I first met Charlie Whiting at one of the early meetings of the Expert Advisory Group in 2000, when I was invited to join the group by Professor Sid Watkins. During the interval from 2000 – until 2005 I attended the meetings of that group and its successor the FIA Institute for Motor Sport Safety and Sustainability. During that period, I was privileged to know and work with Charlie. He was a kind, intuitive and respectful. He always seemed to be well informed, in command of the facts, which he processed with clarity and rapidity before voicing his opinion. In my interactions with him he was very insightful and seldom incorrect in his assessments.

The most memorable occasion that I can recall was his appearance at the Safety Truck that I was riding in at a CART race in Denver. That was in 2002. This was the event that ran on the temporary street circuit near the Pepsi Center. I glanced in the rear-view side mirror and saw him walk behind our truck. He was looking at the run off and the tire barriers placed there as he was walking up to the passenger side of our truck.

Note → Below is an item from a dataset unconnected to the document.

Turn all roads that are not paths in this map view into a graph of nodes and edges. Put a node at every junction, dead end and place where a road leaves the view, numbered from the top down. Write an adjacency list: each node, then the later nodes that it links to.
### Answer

I was a bit taken aback that he was at a CART Race in the States and never did get a straight answer to my question of “what are you doing here?” We chatted for a while and something occurred on the track that drew my attention. When I looked back to where he had been standing, he had vanished.  With his shock of nearly snow-white hair and his habit of appearing where least expected without any to do, I took to calling him the “grey ghost”. He was everywhere appearing and disappearing like an apparition.

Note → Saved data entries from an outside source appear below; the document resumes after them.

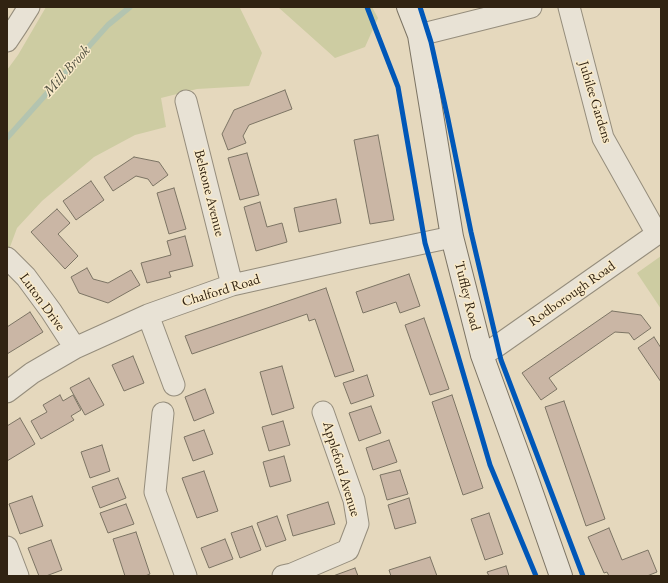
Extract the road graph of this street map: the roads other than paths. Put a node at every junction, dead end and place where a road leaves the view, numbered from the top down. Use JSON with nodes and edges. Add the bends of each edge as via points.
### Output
{"nodes":[{"id":1,"x":29,"y":7,"type":"edge"},
{"id":2,"x":408,"y":7,"type":"edge"},
{"id":3,"x":531,"y":7,"type":"edge"},
{"id":4,"x":569,"y":7,"type":"edge"},
{"id":5,"x":419,"y":35,"type":"junction"},
{"id":6,"x":7,"y":41,"type":"edge"},
{"id":7,"x":186,"y":101,"type":"dead end"},
{"id":8,"x":659,"y":232,"type":"edge"},
{"id":9,"x":452,"y":237,"type":"junction"},
{"id":10,"x":7,"y":258,"type":"edge"},
{"id":11,"x":232,"y":285,"type":"junction"},
{"id":12,"x":148,"y":315,"type":"junction"},
{"id":13,"x":75,"y":348,"type":"junction"},
{"id":14,"x":482,"y":355,"type":"junction"},
{"id":15,"x":174,"y":385,"type":"dead end"},
{"id":16,"x":7,"y":392,"type":"edge"},
{"id":17,"x":323,"y":412,"type":"dead end"},
{"id":18,"x":163,"y":413,"type":"dead end"},
{"id":19,"x":7,"y":547,"type":"edge"},
{"id":20,"x":289,"y":575,"type":"edge"},
{"id":21,"x":18,"y":576,"type":"edge"},
{"id":22,"x":186,"y":576,"type":"edge"},
{"id":23,"x":561,"y":576,"type":"edge"}],
"edges":[{"from":1,"to":6,"type":"street"},
{"from":2,"to":5,"type":"street","name":"Tuffley Road"},
{"from":3,"to":5,"type":"street"},
{"from":4,"to":8,"type":"street","name":"Jubilee Gardens","via":[[603,138]]},
{"from":5,"to":9,"type":"street","name":"Tuffley Road"},
{"from":7,"to":11,"type":"street","name":"Belstone Avenue"},
{"from":8,"to":14,"type":"street","name":"Rodborough Road"},
{"from":9,"to":11,"type":"street","name":"Chalford Road"},
{"from":9,"to":14,"type":"street","name":"Tuffley Road"},
{"from":10,"to":13,"type":"street","name":"Luton Drive","via":[[51,311]]},
{"from":11,"to":12,"type":"street","name":"Chalford Road"},
{"from":12,"to":13,"type":"street","name":"Chalford Road"},
{"from":12,"to":15,"type":"street"},
{"from":13,"to":16,"type":"street","name":"Chalford Road","via":[[32,373]]},
{"from":14,"to":23,"type":"street","name":"Tuffley Road"},
{"from":17,"to":20,"type":"street","name":"Appleford Avenue","via":[[354,500],[358,524],[348,550]]},
{"from":18,"to":22,"type":"street","via":[[155,492]]},
{"from":19,"to":21,"type":"street"}]}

Charlie was one of a kind and will leave a post that I doubt will ever be filled by a single person. It saddens me personally that I’ll not seem him again. Motorsports has lost a true champion that was always on to his next task and subsequent victory in the field of driver safety and protection. Rest in Peace Charlie!

From Paul Trafford, M.D.
 
I first met Charlie Whiting in 1991 after I had been appointed to oversee the British Touring Car Championship and needed to discuss some safety issues, I felt were important. I was told to talk to Charlie and to my surprise he not only met with me and listened, he actually took an interest and was very helpful. Since then he has proved to be a good ally in all matters relating to medical issues, safety and research in all forms of motorsport and for that I will always be immensely grateful. 
 
Charlie as everyone knew him was respected by everyone but was also known by many of the doctors involved around the world, giving his time and making them feel at ease with his instantly recognisable disarming smile, sense of humour and relaxed approach. He was however one of the giants within the FIA and F1, a world where respect has to be earned and one of the most knowledgeable out there. He worked his way up over 50 years, from mechanic to Race Director. He started every F1 race for over 25 years, sitting in overall control and saw massive changes and safety issues introduced.
 
Charlie spent his life travelling and not just to F1 events, he represented the FIA around the world and gave a lecture at the ICMS annual meeting in 2015; we travelled together and of course as usual he was met as he disembarked and escorted through all those tedious airport formalities, while I joined the queue. He will be greatly missed by many, but motorsport will miss his experience, knowledge and calm approach.
On behalf of all the doctors and emergency workers in motorsport I would like to offer our sincere condolences to Charlie’s family at this difficult time. Rest in Peace Charlie!
 

From left to right Don Andrews, Charlie Whiting and Paul Trafford.